[[ Provided information, beginning ]]

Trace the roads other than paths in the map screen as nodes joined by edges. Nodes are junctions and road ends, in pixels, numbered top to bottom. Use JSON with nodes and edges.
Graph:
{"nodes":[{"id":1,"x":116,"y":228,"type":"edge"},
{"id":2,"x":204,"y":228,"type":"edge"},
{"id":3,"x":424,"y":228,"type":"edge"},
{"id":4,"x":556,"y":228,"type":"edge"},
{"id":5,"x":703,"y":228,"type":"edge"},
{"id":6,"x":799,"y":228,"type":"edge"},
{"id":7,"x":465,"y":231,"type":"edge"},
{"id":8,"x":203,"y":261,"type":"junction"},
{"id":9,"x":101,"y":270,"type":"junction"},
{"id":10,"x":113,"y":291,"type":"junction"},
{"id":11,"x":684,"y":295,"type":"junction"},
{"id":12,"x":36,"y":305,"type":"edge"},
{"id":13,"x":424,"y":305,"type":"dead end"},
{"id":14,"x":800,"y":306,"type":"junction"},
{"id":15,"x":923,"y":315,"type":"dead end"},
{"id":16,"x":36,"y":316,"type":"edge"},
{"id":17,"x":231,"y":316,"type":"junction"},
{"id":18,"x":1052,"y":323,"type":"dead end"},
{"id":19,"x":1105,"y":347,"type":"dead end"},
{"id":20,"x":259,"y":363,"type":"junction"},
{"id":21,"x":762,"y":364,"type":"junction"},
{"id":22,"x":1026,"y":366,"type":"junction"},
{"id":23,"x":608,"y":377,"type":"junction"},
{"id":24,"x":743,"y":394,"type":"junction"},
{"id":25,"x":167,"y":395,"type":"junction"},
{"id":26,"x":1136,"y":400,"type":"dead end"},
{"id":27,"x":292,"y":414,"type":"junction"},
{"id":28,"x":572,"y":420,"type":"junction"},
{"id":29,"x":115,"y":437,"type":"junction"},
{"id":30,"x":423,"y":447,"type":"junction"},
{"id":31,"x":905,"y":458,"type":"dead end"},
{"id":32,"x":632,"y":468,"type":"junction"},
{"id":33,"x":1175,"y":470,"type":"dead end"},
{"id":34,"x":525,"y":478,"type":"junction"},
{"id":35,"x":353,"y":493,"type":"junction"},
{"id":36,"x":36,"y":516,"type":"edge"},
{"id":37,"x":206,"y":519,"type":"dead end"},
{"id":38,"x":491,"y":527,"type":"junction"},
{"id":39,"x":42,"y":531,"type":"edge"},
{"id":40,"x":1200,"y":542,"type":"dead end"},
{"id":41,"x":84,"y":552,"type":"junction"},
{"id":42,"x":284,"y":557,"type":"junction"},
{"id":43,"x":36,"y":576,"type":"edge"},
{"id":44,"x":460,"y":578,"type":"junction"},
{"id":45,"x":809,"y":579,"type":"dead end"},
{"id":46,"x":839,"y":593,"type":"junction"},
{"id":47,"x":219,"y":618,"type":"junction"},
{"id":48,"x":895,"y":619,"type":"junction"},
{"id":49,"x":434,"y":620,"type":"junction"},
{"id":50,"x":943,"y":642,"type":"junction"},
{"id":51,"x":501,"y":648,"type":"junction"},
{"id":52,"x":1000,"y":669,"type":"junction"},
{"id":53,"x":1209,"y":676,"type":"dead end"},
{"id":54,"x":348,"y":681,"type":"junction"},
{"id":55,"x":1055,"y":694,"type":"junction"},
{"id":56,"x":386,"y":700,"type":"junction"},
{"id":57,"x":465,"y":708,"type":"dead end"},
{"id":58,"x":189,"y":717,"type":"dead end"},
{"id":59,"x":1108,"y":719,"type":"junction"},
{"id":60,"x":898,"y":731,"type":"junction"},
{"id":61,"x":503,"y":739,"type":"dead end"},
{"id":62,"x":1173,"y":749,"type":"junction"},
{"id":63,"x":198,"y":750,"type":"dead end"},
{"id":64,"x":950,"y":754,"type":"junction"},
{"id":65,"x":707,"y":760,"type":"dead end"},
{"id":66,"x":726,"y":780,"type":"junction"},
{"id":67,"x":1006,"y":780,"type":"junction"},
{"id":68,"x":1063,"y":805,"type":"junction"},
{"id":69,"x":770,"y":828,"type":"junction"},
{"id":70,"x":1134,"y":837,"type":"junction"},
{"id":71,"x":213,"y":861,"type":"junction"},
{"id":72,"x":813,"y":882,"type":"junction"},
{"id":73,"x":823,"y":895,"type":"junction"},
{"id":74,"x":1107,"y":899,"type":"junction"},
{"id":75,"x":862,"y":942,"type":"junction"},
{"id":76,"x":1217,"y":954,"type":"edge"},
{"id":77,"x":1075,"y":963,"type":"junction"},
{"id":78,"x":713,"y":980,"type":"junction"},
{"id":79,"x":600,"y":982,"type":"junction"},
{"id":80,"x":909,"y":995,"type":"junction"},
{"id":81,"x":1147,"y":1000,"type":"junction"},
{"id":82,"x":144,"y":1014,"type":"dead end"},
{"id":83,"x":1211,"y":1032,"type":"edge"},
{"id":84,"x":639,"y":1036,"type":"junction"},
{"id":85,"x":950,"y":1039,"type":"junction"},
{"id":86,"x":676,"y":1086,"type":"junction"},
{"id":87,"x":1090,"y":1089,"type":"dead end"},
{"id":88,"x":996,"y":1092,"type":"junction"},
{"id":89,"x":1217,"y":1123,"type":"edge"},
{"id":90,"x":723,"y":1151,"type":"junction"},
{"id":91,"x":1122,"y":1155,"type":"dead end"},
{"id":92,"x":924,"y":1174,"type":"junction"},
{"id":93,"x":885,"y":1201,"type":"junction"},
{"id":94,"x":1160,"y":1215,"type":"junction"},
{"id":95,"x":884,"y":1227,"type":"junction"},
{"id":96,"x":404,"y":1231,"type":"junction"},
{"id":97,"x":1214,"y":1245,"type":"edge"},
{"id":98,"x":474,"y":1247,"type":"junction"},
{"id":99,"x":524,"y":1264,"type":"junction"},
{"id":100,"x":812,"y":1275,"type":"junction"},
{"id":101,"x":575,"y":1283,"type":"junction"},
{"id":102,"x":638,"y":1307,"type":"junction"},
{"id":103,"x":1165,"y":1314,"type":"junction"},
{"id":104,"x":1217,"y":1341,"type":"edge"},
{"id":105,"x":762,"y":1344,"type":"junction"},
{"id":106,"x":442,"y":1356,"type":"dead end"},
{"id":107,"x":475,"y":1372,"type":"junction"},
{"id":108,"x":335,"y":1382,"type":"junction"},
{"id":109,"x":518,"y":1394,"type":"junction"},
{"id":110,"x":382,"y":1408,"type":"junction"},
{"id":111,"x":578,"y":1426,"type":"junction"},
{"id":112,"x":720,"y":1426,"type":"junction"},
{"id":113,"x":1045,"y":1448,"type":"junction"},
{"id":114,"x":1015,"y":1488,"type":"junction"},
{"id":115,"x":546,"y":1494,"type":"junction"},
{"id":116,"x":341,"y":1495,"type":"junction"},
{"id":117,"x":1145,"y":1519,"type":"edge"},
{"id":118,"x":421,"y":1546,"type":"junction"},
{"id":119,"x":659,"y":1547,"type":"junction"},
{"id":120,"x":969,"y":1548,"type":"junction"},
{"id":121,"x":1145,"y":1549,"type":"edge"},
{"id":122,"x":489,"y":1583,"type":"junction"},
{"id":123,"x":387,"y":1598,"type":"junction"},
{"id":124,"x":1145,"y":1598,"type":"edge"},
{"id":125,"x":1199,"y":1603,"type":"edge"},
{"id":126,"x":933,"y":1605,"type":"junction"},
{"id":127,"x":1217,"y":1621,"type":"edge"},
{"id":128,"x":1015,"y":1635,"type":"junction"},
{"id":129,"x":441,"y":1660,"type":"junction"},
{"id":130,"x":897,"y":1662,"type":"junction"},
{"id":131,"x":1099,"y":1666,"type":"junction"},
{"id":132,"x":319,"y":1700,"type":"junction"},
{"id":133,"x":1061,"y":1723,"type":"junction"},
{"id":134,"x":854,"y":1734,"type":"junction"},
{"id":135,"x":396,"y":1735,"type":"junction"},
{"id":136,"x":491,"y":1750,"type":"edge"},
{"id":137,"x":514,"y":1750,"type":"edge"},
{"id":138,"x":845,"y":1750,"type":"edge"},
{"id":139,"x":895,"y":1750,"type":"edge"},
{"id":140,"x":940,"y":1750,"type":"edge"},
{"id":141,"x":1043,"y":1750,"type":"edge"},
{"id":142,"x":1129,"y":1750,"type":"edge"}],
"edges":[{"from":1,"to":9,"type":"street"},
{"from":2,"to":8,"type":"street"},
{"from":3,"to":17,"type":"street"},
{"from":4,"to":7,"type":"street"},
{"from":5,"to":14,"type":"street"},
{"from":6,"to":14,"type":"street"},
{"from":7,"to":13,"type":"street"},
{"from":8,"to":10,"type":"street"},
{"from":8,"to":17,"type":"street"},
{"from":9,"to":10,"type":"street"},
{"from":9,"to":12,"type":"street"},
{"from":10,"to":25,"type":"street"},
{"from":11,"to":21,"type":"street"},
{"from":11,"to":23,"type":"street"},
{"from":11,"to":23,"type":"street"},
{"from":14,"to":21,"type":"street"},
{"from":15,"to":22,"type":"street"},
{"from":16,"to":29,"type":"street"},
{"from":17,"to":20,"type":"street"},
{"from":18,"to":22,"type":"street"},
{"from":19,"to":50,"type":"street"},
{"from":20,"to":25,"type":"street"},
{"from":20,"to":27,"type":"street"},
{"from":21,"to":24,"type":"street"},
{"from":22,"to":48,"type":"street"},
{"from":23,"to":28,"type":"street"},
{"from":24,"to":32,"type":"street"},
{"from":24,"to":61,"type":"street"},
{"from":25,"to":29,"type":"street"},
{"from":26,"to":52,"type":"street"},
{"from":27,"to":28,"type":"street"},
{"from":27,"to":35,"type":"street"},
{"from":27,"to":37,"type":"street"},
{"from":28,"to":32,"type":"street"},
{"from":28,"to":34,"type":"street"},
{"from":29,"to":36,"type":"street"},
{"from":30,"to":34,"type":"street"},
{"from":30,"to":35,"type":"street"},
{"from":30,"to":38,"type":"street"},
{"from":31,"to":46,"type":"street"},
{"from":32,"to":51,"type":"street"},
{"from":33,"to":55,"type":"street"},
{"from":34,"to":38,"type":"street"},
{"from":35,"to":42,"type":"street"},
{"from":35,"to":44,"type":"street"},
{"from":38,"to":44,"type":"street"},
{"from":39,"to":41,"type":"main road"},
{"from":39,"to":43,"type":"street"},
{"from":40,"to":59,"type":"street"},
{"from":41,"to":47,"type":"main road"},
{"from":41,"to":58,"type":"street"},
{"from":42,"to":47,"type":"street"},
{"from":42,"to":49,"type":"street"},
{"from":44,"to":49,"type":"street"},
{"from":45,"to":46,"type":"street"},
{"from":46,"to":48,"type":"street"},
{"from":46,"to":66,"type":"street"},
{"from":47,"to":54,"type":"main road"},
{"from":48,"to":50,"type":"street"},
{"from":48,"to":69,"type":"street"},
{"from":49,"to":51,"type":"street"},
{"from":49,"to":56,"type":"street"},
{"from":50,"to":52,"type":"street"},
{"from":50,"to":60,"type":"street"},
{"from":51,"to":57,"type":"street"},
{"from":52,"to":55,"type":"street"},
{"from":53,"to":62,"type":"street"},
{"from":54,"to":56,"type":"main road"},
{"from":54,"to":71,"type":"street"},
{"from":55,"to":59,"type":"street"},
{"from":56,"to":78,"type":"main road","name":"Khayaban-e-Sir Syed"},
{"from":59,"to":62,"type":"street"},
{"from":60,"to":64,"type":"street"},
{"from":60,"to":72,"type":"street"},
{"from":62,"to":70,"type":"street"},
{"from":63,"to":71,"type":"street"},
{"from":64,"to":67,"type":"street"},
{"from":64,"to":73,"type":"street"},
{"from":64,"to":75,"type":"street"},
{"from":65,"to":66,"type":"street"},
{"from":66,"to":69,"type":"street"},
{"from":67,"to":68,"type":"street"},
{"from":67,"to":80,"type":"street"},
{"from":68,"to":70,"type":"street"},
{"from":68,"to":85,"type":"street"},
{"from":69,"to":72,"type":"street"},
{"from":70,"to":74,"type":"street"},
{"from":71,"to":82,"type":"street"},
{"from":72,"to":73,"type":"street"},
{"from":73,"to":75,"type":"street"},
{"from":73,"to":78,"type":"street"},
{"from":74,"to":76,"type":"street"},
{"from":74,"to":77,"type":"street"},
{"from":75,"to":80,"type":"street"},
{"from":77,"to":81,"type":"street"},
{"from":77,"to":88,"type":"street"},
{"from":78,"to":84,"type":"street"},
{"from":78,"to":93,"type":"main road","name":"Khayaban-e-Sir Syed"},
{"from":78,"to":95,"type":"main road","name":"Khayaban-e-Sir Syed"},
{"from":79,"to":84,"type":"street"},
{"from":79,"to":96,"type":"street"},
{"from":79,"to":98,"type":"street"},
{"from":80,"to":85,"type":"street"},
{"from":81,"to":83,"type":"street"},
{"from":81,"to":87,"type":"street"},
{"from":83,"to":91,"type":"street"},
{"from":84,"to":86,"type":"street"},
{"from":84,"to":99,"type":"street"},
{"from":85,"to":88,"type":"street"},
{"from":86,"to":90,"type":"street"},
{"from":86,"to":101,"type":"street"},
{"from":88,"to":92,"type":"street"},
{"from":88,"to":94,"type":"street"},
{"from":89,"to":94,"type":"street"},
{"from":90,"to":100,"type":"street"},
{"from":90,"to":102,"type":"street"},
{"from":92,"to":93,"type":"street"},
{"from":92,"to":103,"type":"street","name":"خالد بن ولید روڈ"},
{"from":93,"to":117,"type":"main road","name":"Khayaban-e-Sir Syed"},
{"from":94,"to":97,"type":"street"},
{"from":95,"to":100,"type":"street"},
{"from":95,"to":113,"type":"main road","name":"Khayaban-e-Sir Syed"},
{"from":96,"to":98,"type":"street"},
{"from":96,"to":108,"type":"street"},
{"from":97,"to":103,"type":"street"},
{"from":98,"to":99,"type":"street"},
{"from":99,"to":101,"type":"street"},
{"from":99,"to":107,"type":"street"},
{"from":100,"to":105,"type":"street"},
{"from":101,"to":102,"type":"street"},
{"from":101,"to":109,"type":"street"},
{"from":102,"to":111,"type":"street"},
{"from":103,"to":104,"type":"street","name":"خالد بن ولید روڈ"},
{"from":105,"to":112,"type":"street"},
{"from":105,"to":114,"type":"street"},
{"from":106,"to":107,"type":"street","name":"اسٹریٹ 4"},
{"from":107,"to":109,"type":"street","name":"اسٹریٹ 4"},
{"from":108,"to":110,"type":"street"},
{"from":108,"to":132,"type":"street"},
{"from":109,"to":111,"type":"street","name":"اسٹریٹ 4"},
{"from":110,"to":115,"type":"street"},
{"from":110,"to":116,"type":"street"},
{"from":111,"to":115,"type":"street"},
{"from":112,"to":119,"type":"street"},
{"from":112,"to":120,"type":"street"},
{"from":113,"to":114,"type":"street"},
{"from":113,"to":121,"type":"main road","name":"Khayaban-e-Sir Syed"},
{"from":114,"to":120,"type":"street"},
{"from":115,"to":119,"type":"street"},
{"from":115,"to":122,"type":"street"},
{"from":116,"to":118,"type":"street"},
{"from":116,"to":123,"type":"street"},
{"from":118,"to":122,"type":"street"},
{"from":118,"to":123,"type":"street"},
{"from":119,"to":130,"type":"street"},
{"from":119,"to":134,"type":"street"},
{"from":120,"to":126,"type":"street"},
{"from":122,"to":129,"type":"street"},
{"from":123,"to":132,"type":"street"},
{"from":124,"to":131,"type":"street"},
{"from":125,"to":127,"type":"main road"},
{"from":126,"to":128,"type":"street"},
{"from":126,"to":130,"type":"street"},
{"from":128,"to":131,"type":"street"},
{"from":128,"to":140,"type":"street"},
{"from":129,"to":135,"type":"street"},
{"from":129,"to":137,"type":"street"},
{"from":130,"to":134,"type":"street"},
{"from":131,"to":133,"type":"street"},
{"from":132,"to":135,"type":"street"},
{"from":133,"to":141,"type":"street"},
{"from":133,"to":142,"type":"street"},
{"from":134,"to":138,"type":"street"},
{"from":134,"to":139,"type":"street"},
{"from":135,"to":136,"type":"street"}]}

[[ Provided information, end ]]

- _Your objective_:
Where a line of the records has the string "اسٹریٹ", return that line.

- _Written answer_:
{"from":106,"to":107,"type":"street","name":"اسٹریٹ 4"},
{"from":107,"to":109,"type":"street","name":"اسٹریٹ 4"},
{"from":109,"to":111,"type":"street","name":"اسٹریٹ 4"},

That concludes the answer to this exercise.